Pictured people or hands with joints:
________

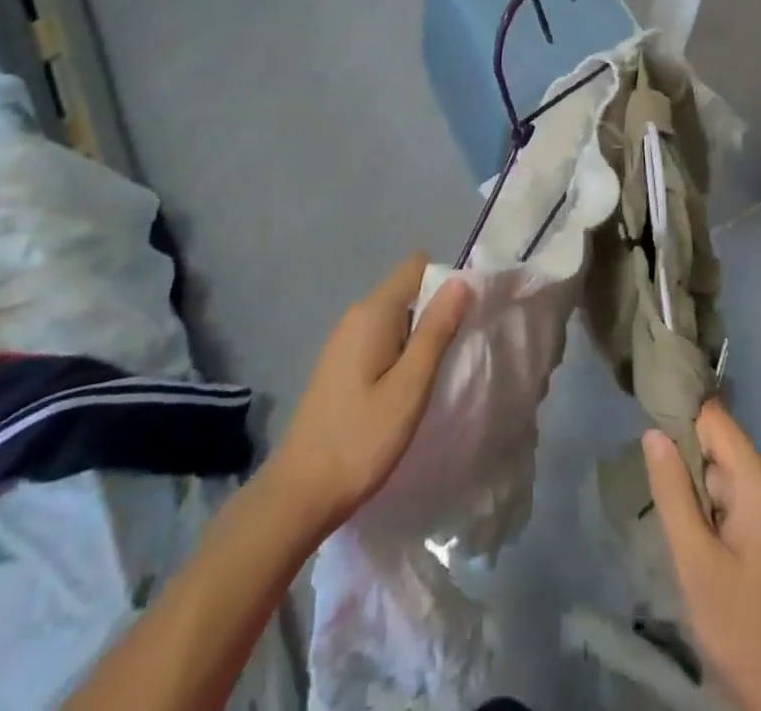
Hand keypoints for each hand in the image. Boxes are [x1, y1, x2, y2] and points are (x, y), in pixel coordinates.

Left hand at [272, 254, 469, 533]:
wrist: (299, 494)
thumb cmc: (361, 439)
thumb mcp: (410, 387)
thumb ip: (436, 330)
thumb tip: (460, 281)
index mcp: (374, 311)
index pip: (417, 265)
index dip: (445, 282)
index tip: (461, 320)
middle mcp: (356, 314)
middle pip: (407, 289)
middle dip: (434, 312)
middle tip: (451, 356)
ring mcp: (344, 339)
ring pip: (395, 316)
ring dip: (417, 337)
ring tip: (429, 379)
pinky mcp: (339, 363)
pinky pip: (380, 338)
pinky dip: (398, 353)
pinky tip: (402, 392)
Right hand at [644, 402, 760, 710]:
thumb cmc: (748, 631)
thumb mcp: (697, 563)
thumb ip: (673, 493)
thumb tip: (653, 432)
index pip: (713, 417)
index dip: (677, 416)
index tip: (642, 427)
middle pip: (719, 448)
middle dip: (686, 466)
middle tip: (655, 497)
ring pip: (726, 478)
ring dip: (698, 495)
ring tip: (676, 528)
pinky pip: (740, 502)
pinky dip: (715, 514)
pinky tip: (701, 547)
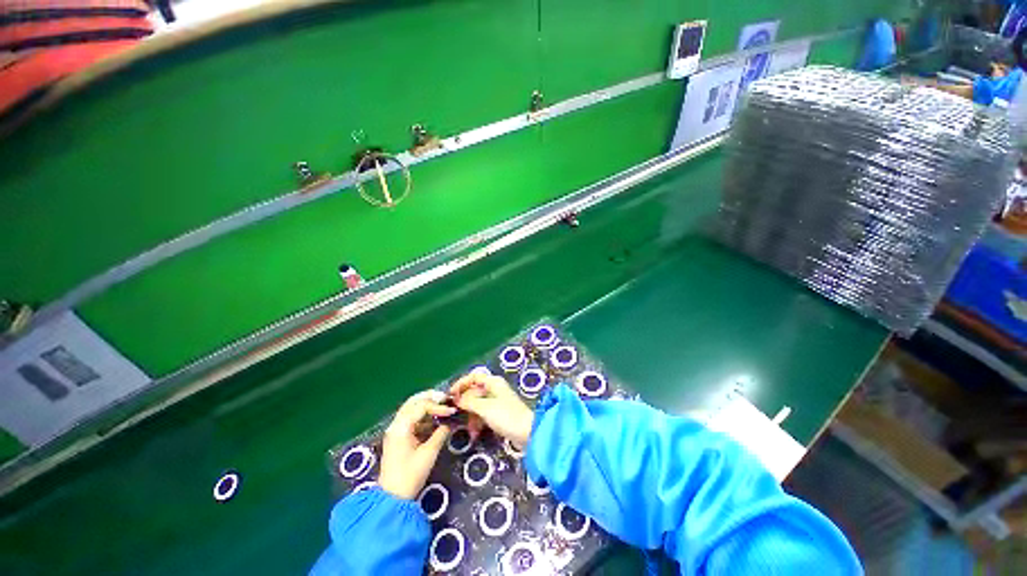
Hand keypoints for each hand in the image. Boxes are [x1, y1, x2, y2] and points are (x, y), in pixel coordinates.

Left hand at [379, 390, 454, 499]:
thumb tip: (450, 421)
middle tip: (445, 398)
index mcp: (401, 427)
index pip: (421, 407)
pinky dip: (422, 414)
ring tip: (442, 405)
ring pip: (411, 408)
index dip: (438, 406)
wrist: (392, 498)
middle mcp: (396, 425)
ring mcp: (395, 430)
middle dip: (430, 397)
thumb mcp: (429, 453)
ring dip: (426, 404)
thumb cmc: (411, 476)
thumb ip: (440, 433)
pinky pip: (410, 418)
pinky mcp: (398, 436)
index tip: (451, 411)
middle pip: (413, 401)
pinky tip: (434, 419)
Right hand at [450, 372, 533, 446]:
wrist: (527, 433)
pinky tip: (475, 433)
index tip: (451, 395)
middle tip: (455, 414)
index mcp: (493, 382)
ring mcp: (497, 401)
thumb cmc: (506, 416)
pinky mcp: (499, 413)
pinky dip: (478, 422)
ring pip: (478, 404)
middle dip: (465, 404)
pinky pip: (483, 414)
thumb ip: (469, 401)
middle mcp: (495, 388)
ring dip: (471, 416)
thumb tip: (456, 398)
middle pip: (474, 391)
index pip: (473, 376)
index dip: (461, 383)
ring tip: (469, 430)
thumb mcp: (485, 408)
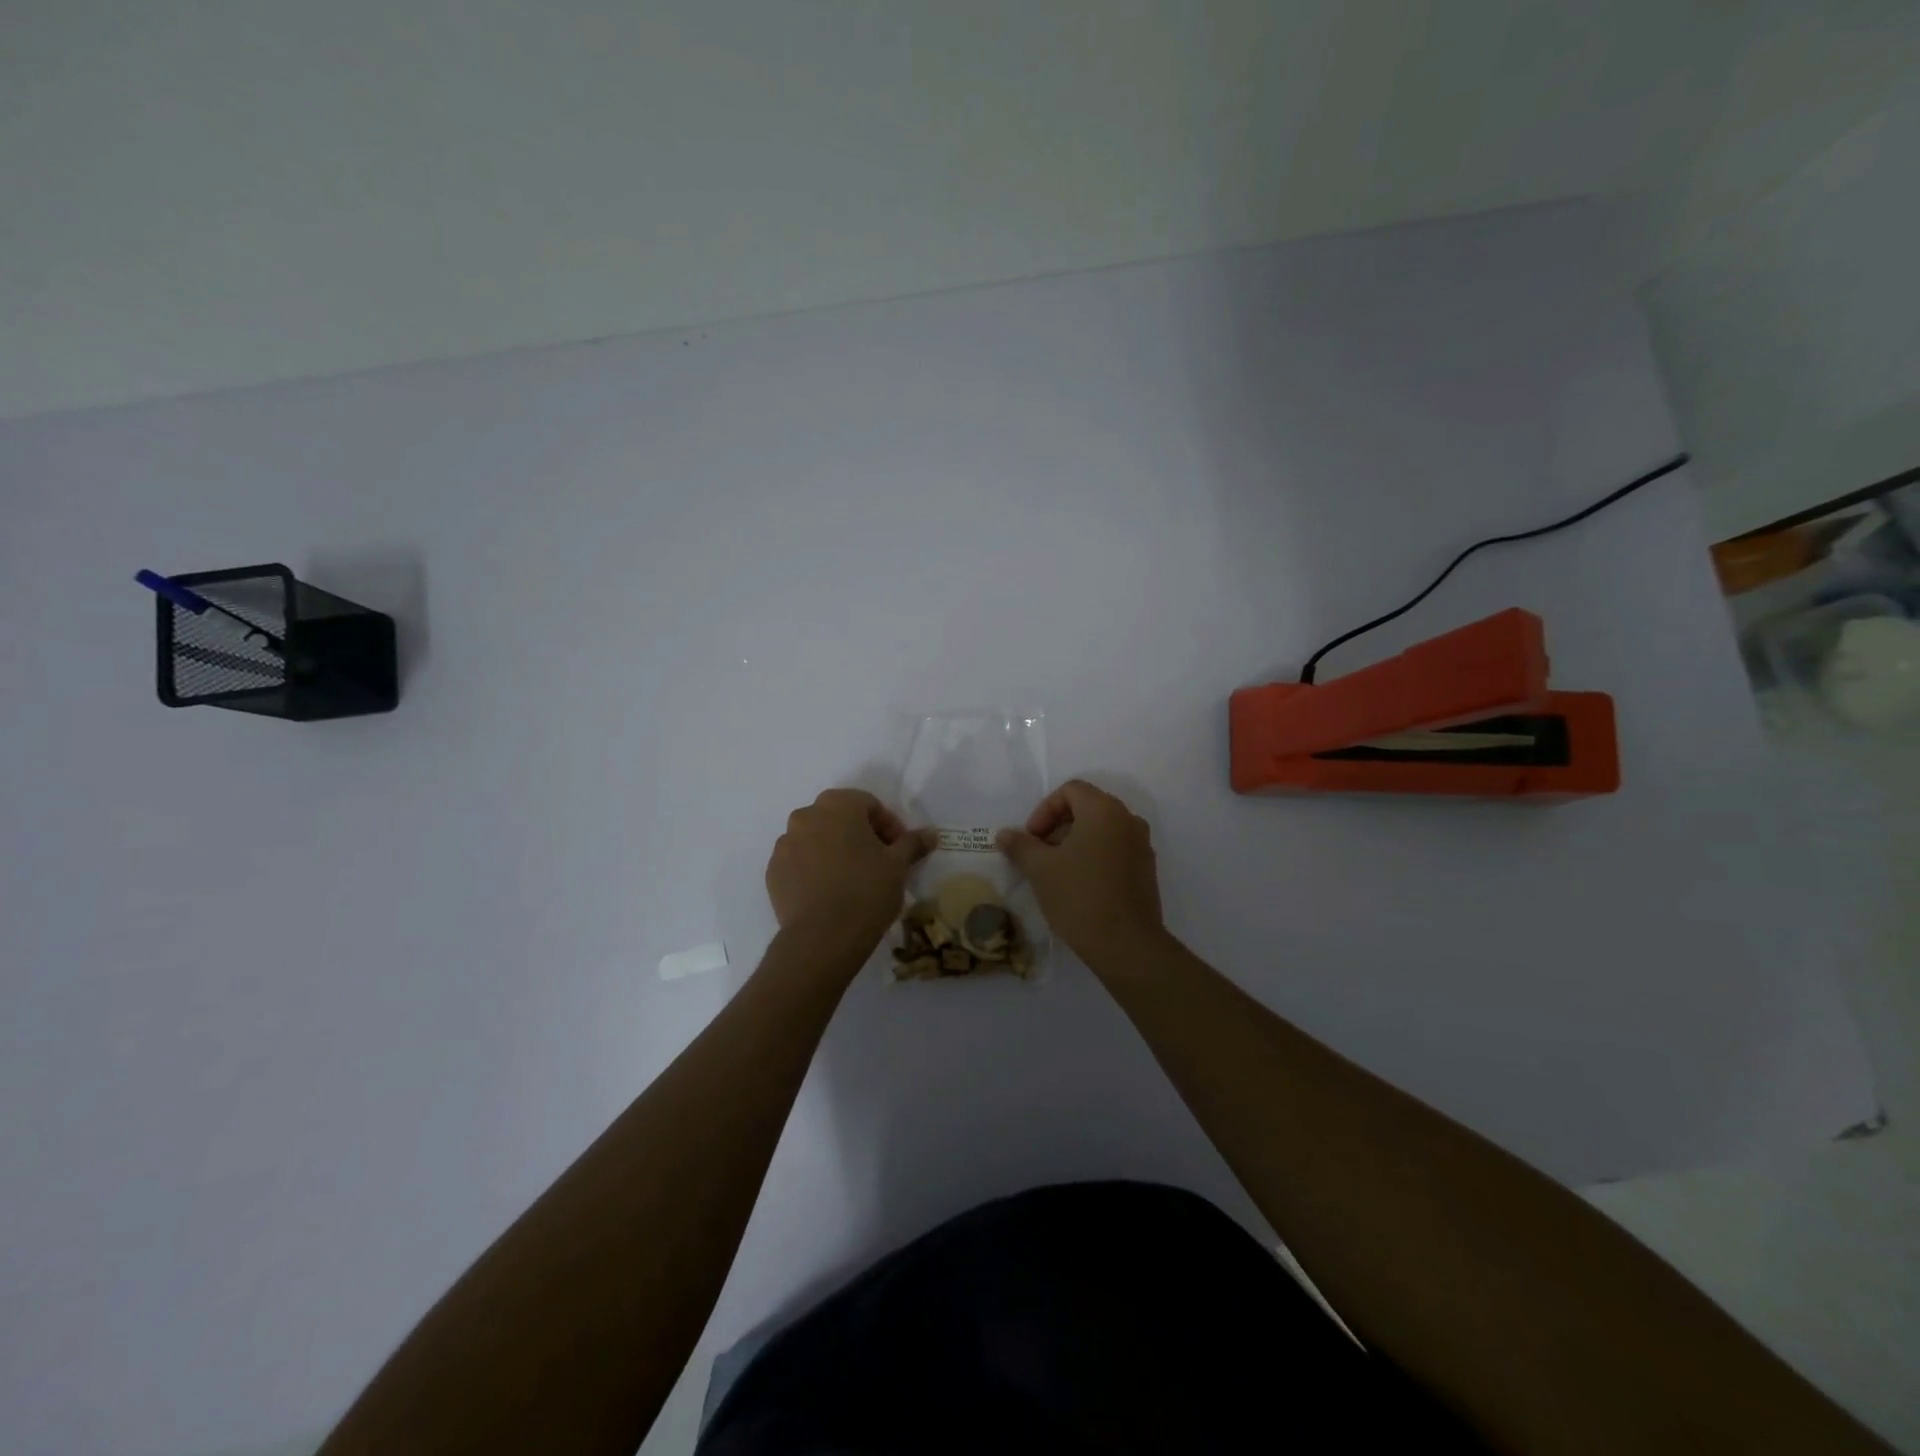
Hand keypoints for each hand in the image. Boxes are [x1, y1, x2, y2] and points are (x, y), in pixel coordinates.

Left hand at [766, 790, 935, 957]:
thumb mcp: (898, 866)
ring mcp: (785, 844)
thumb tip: (931, 833)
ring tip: (852, 879)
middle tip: (878, 862)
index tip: (899, 850)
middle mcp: (806, 816)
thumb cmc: (866, 891)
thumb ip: (913, 843)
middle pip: (839, 817)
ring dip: (835, 850)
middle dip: (860, 834)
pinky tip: (829, 892)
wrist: (822, 938)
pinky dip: (814, 868)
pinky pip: (799, 861)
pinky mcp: (773, 871)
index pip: (869, 804)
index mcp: (838, 805)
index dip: (889, 825)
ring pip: (816, 839)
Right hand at [997, 779, 1163, 962]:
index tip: (1032, 838)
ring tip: (1056, 871)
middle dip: (1058, 826)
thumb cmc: (1079, 897)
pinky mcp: (1146, 869)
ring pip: (1102, 830)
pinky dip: (1094, 855)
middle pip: (1087, 807)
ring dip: (1075, 842)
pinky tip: (1079, 885)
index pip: (1071, 790)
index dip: (1044, 809)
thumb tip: (1004, 834)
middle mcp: (1128, 819)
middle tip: (1040, 854)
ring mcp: (1141, 845)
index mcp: (1104, 810)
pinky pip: (1115, 848)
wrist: (1126, 945)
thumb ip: (1020, 845)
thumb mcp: (1040, 869)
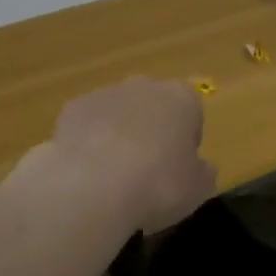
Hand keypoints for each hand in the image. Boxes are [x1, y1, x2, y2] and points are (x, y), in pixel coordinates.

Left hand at [48, 78, 216, 234]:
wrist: (92, 186)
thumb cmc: (158, 184)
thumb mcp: (198, 189)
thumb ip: (203, 172)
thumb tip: (201, 167)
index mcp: (181, 97)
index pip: (192, 112)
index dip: (187, 141)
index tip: (180, 168)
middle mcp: (144, 86)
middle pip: (153, 107)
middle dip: (152, 132)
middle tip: (148, 172)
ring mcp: (104, 94)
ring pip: (118, 113)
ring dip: (119, 136)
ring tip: (114, 178)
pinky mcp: (71, 109)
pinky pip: (87, 125)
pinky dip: (89, 144)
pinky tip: (87, 174)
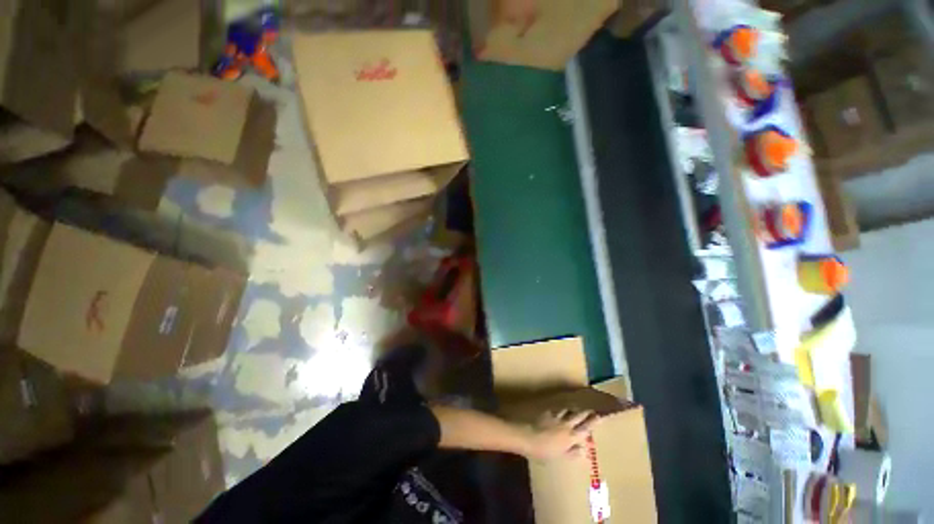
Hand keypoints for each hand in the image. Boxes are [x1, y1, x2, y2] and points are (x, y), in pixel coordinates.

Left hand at [525, 410, 598, 460]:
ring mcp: (556, 414)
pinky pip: (558, 404)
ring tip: (582, 403)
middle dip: (587, 411)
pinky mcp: (547, 407)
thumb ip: (571, 453)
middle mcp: (566, 424)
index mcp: (570, 437)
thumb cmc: (539, 450)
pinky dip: (563, 403)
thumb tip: (583, 449)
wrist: (524, 434)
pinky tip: (564, 400)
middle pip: (580, 415)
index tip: (601, 416)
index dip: (594, 422)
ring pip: (570, 408)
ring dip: (576, 405)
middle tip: (593, 406)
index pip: (586, 428)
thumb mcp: (557, 456)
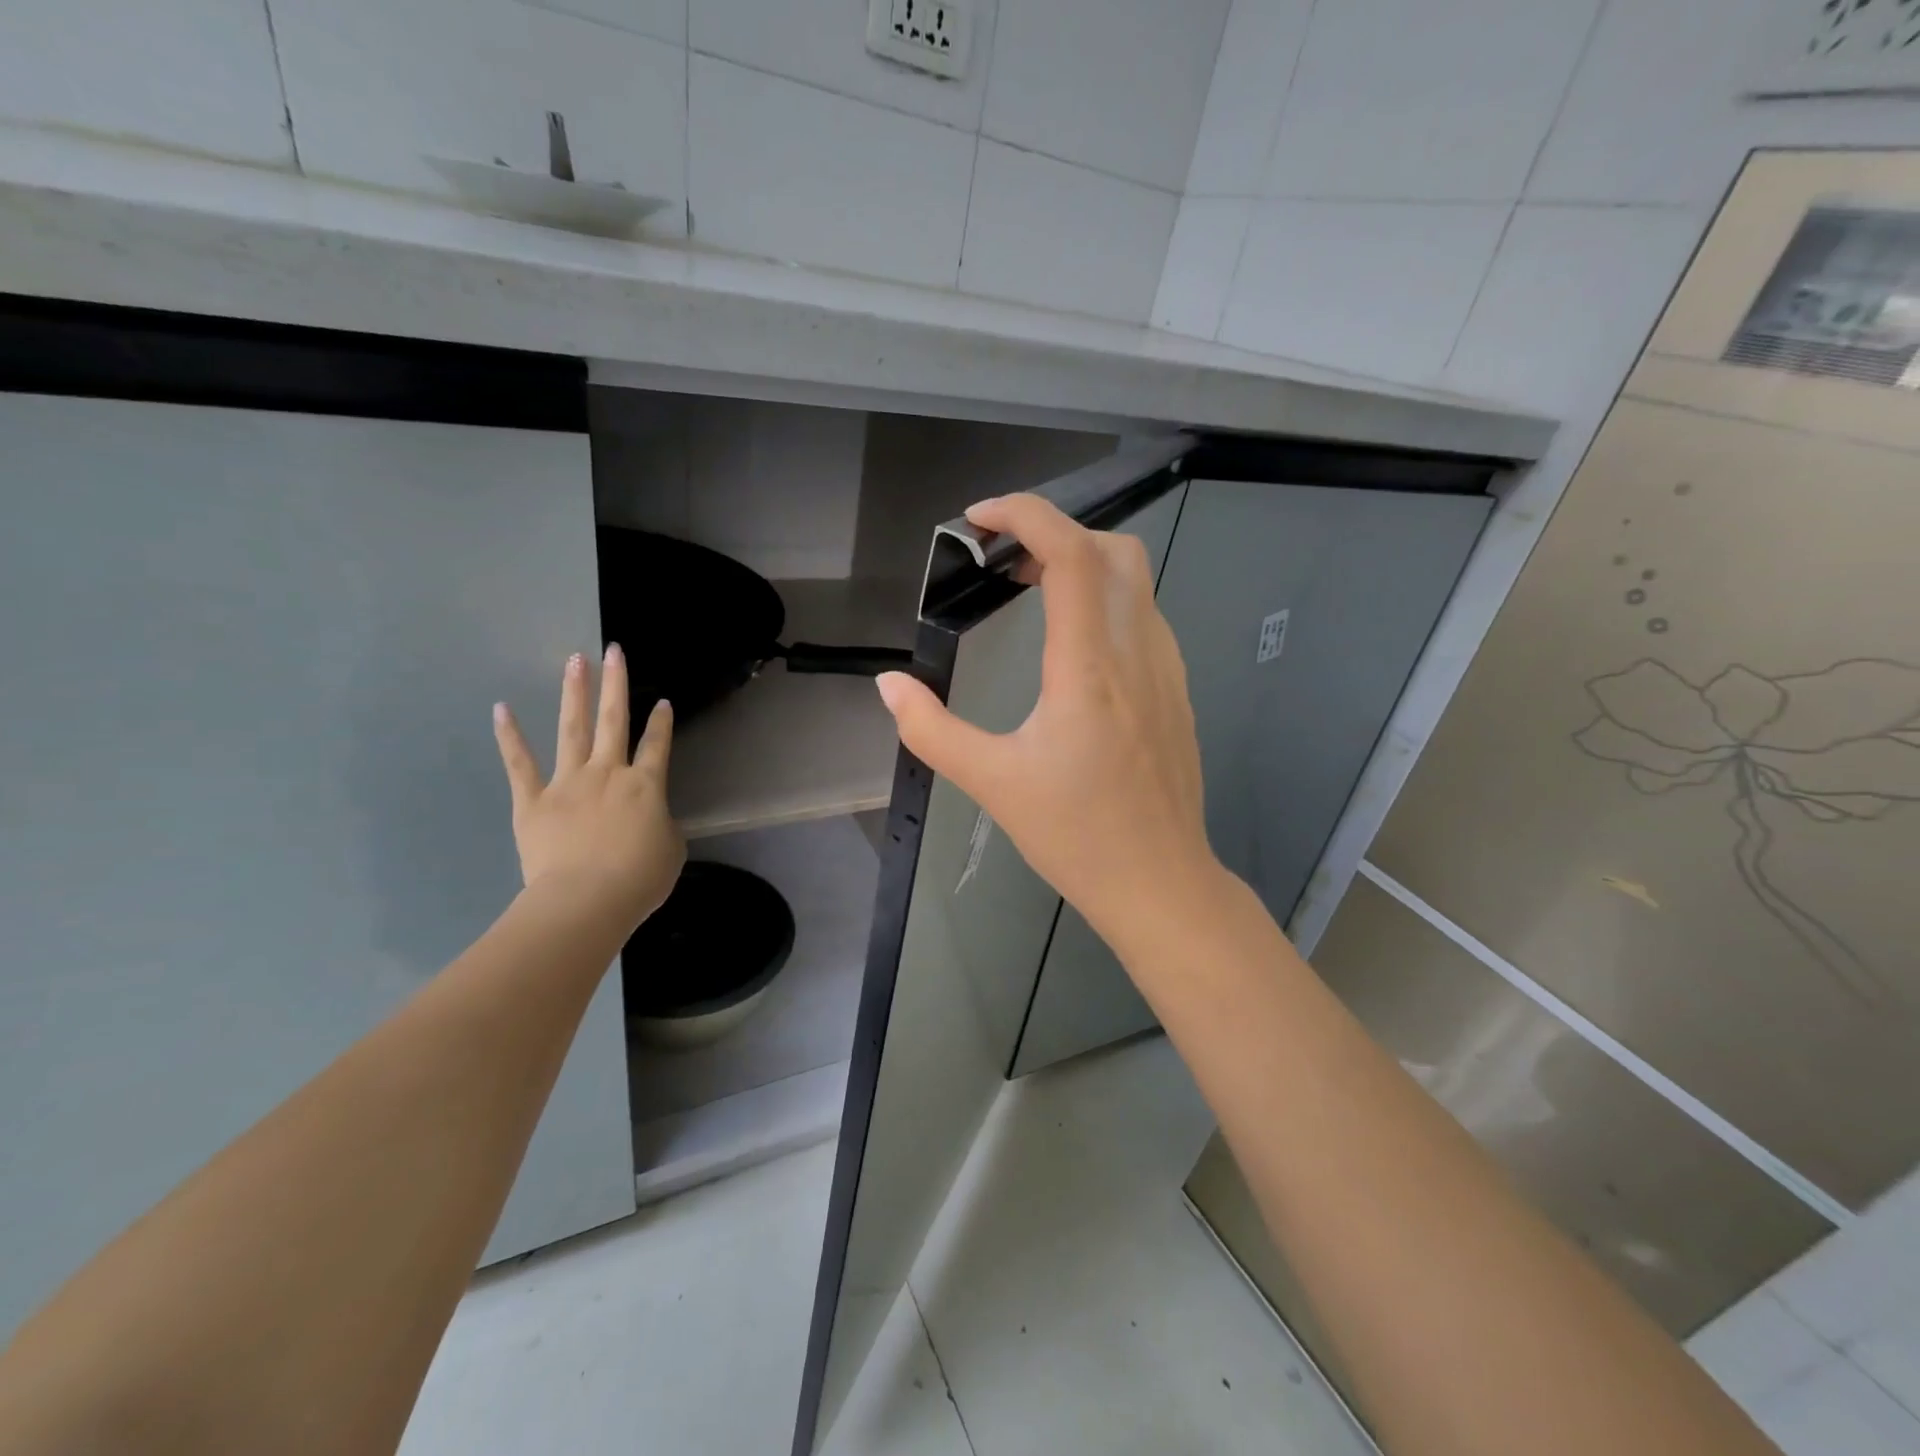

________

Pull out all lines from the entries above that include the word "Right".

Right hand at [644, 402, 760, 710]:
Right hand at [450, 372, 533, 446]:
Right hand at [997, 779, 1163, 962]:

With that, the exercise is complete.